Military logistics base in Ontario, Canada

Canadian Forces Station Cobourg (also CFS Cobourg) was a military logistics base located in Cobourg, Ontario.

The facility was created due to the expansion of Canadian military capability brought about by the Korean War and Cold War. Logistics and supply facilities for the Army were being expanded across Canada, and Cobourg was chosen as a site for a new supply depot. The choice of Cobourg for a location was partly due to its proximity to major rail lines. Land was purchased in 1951 and construction proceeded on several buildings over the next two years. In 1954, the headquarters of No. 26 Ordnance Depot of the Royal Canadian Ordnance Corps was relocated from Ottawa to Cobourg. The base existed mainly to provide supplies to other military facilities, but also included the Canadian Army's only respirator assembly plant and a detachment of No. 22 Works Company of the Royal Canadian Engineers.

When the three arms of the Canadian military were integrated to create the Canadian Forces, No. 26 COD became No. 26 Canadian Forces Supply Depot and the base was renamed Canadian Forces Base Cobourg (CFB Cobourg) in 1966. However, as Cobourg didn't house two or more major units, it didn't qualify as a "base" under Canadian Forces' criteria and was renamed Canadian Forces Station Cobourg a short time later.

In 1969, the Canadian Forces supply system was reorganized and CFS Cobourg was identified as surplus.
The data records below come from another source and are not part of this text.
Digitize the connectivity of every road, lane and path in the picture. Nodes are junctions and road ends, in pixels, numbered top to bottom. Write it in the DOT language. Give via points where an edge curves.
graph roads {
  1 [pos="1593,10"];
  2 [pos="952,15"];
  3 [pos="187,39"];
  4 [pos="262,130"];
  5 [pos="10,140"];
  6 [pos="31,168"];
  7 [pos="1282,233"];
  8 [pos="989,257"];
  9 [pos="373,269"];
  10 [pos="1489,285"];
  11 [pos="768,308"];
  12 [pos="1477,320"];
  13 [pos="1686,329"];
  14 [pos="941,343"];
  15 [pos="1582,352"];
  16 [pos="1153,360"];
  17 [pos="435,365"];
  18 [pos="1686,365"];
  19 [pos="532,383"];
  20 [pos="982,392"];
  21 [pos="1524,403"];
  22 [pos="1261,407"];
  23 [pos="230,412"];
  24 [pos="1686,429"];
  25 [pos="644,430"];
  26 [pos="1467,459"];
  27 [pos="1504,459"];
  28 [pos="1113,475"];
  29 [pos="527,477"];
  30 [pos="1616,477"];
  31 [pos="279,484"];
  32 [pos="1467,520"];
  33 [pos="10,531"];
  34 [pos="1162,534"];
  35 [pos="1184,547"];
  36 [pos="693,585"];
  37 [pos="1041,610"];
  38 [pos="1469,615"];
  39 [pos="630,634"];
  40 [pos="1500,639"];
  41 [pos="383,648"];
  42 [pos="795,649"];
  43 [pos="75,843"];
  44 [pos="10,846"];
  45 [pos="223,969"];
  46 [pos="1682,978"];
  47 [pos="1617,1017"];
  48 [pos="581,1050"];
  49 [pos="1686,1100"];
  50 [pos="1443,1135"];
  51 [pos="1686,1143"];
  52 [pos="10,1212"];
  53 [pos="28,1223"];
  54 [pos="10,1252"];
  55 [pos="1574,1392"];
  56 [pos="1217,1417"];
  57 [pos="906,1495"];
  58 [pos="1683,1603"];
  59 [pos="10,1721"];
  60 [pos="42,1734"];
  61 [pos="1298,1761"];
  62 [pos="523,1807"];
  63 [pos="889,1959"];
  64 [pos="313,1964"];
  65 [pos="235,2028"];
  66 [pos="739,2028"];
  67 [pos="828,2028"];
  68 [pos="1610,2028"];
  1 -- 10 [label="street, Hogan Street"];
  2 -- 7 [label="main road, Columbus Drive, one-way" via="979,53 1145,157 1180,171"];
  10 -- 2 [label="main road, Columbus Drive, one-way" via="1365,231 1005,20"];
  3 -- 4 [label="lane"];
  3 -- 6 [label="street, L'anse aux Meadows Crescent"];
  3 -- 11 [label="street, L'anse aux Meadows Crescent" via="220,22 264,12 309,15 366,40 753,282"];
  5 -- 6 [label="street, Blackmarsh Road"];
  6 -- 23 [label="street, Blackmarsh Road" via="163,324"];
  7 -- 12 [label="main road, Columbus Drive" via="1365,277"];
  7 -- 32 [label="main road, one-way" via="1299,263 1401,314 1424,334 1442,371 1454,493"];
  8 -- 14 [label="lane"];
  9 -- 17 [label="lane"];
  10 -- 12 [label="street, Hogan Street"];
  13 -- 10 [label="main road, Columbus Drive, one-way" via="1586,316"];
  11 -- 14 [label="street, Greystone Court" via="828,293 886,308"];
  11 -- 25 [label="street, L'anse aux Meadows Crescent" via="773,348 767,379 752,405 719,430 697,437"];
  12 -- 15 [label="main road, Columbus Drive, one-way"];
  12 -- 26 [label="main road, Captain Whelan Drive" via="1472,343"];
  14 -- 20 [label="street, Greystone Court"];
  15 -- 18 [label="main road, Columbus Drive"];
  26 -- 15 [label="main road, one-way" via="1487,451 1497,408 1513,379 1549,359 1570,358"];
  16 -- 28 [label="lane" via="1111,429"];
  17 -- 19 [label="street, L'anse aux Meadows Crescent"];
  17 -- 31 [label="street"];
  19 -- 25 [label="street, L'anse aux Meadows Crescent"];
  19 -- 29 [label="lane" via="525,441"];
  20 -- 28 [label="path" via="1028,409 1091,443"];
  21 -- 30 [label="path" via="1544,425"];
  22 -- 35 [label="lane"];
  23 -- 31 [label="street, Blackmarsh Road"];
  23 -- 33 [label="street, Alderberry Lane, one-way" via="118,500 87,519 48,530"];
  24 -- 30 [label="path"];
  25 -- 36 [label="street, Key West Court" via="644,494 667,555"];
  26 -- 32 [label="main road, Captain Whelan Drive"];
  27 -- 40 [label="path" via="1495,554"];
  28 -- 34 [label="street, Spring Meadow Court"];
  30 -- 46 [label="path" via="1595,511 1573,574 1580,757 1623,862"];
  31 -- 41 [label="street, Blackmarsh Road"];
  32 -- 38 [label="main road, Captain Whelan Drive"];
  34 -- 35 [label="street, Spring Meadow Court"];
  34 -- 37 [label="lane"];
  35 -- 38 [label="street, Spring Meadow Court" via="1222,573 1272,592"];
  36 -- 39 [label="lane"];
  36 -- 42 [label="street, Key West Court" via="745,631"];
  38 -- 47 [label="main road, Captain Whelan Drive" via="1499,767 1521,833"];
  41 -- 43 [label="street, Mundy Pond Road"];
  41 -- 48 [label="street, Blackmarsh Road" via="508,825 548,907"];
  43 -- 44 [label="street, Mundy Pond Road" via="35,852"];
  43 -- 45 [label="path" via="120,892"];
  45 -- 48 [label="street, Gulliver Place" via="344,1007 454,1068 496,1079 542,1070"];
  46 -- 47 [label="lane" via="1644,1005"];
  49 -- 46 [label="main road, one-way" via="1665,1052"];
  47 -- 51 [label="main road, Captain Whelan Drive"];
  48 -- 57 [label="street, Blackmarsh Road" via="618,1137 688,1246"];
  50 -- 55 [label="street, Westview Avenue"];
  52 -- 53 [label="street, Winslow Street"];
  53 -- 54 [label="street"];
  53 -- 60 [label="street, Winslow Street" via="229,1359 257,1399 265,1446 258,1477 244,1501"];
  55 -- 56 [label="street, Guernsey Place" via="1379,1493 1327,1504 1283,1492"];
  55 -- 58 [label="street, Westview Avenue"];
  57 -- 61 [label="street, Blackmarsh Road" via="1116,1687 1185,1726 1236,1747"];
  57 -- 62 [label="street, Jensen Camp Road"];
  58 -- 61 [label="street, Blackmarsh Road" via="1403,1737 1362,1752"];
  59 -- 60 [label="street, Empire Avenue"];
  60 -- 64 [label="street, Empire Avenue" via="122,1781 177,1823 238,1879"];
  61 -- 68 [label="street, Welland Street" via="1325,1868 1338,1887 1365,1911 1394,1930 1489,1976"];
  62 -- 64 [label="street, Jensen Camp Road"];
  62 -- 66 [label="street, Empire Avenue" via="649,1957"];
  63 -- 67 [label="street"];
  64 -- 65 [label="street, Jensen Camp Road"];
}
The supply duties of the base were assumed by depots at CFB Downsview in the Toronto area and at the Longue Point site of CFB Montreal; the station was closed and decommissioned on August 31, 1970.

The depot was sold to the government of Ontario, which converted it to an industrial park, and later sold it to the Town of Cobourg.

==Sources==
Cobourg: Early Days and Modern Times. Cobourg, ON: Cobourg Book Committee, 1981. ISBN 0-9690887-0-1.

Ozorak, Paul. Abandoned Military Installations of Canada: Volume I: Ontario. 1991. ISBN 0-9695127-1-6.